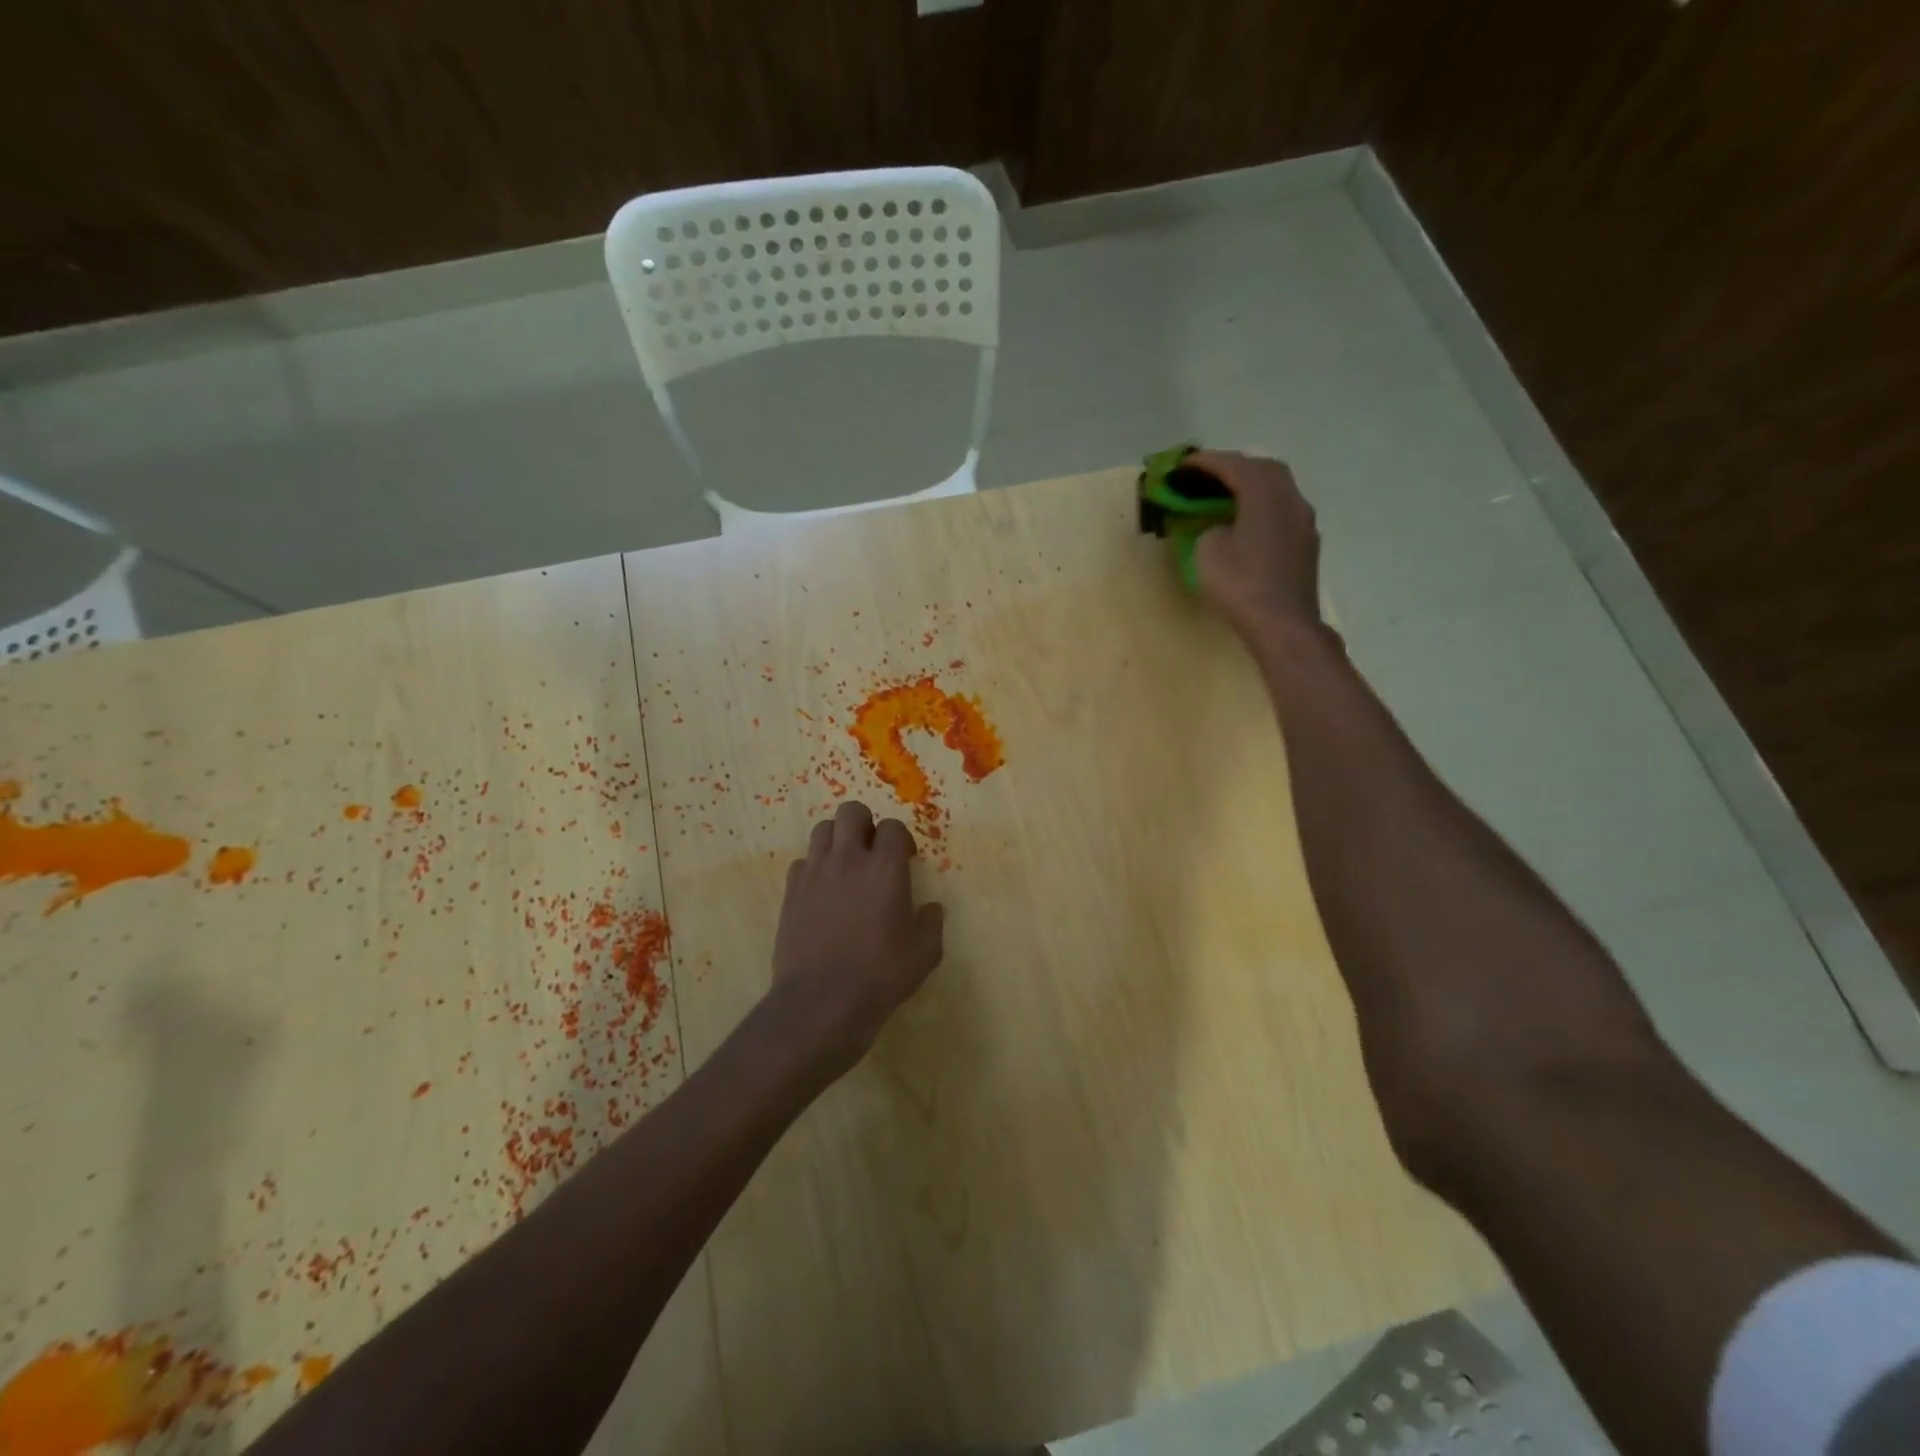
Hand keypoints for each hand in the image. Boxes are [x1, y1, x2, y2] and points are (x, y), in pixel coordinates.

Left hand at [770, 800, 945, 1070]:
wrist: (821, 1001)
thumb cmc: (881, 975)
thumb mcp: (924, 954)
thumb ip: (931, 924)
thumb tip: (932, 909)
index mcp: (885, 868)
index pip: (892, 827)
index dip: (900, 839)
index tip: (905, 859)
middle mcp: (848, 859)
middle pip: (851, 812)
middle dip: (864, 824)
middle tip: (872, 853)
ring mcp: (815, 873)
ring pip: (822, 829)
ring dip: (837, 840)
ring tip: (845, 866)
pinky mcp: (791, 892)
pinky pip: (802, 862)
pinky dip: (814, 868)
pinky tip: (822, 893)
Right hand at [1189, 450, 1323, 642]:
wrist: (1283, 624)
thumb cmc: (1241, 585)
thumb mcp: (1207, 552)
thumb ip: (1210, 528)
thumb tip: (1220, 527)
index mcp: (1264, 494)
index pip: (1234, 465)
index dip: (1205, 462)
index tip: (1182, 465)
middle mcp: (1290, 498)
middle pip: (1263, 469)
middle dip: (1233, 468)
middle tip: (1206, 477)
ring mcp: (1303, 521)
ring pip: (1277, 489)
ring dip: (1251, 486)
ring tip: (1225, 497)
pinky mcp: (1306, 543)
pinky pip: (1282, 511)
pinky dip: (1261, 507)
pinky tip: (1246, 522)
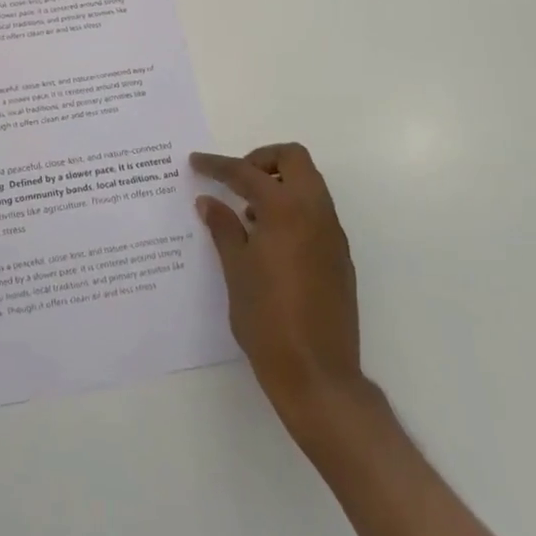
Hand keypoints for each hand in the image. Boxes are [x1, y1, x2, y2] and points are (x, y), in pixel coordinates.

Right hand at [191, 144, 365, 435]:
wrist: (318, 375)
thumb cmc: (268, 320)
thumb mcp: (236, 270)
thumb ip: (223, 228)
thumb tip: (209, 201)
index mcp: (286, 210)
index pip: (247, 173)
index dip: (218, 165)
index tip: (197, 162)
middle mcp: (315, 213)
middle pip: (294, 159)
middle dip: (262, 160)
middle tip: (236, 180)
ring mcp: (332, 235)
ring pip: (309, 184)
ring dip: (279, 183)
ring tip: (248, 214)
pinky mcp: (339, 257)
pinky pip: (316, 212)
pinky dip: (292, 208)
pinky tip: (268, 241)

····················

__ABOUT THIS EXERCISE__: Reproduce word for word the lines running from the line with "pinky dip: (814, 868)" through the end of the data, both included, and nothing else; leave out the pictures.

__ANSWER BOX__:
pinky dip: (814, 868)
pinky tip: (822, 893)
Right hand at [1189, 450, 1323, 642]:
wrist: (1283, 624)
thumb cmc: (1241, 585)
thumb mcp: (1207, 552)
thumb ip: (1210, 528)
thumb tip: (1220, 527)
index mcp: (1264, 494)
index pip: (1234, 465)
index dip: (1205, 462)
index tip: (1182, 465)
middle mcp: (1290, 498)
middle pip: (1263, 469)
middle dip: (1233, 468)
middle tip: (1206, 477)
ring mcp: (1303, 521)
ring pip: (1277, 489)
ring dip: (1251, 486)
ring tip: (1225, 497)
pinky mcp: (1306, 543)
pinky pip: (1282, 511)
pinky dip: (1261, 507)
pinky tip: (1246, 522)
Hand keypoints for each hand in the image. Boxes are [x1, y1, x2, y2] and points are (x, y), in pixel coordinates.

Right hand at [191, 144, 365, 435]:
wrist: (318, 375)
thumb cmc: (268, 320)
thumb mcp: (236, 270)
thumb ip: (223, 228)
thumb tip: (209, 201)
index mcp: (286, 210)
index pip: (247, 173)
index dip: (218, 165)
index tip: (197, 162)
middle mcp: (315, 213)
middle pip: (294, 159)
middle dip: (262, 160)
middle tip: (236, 180)
ring mcp: (332, 235)
ring pip: (309, 184)
ring dip: (279, 183)
ring tip: (248, 214)
pinky mcp: (339, 257)
pinky pip: (316, 212)
pinky dip: (292, 208)
pinky tip: (268, 241)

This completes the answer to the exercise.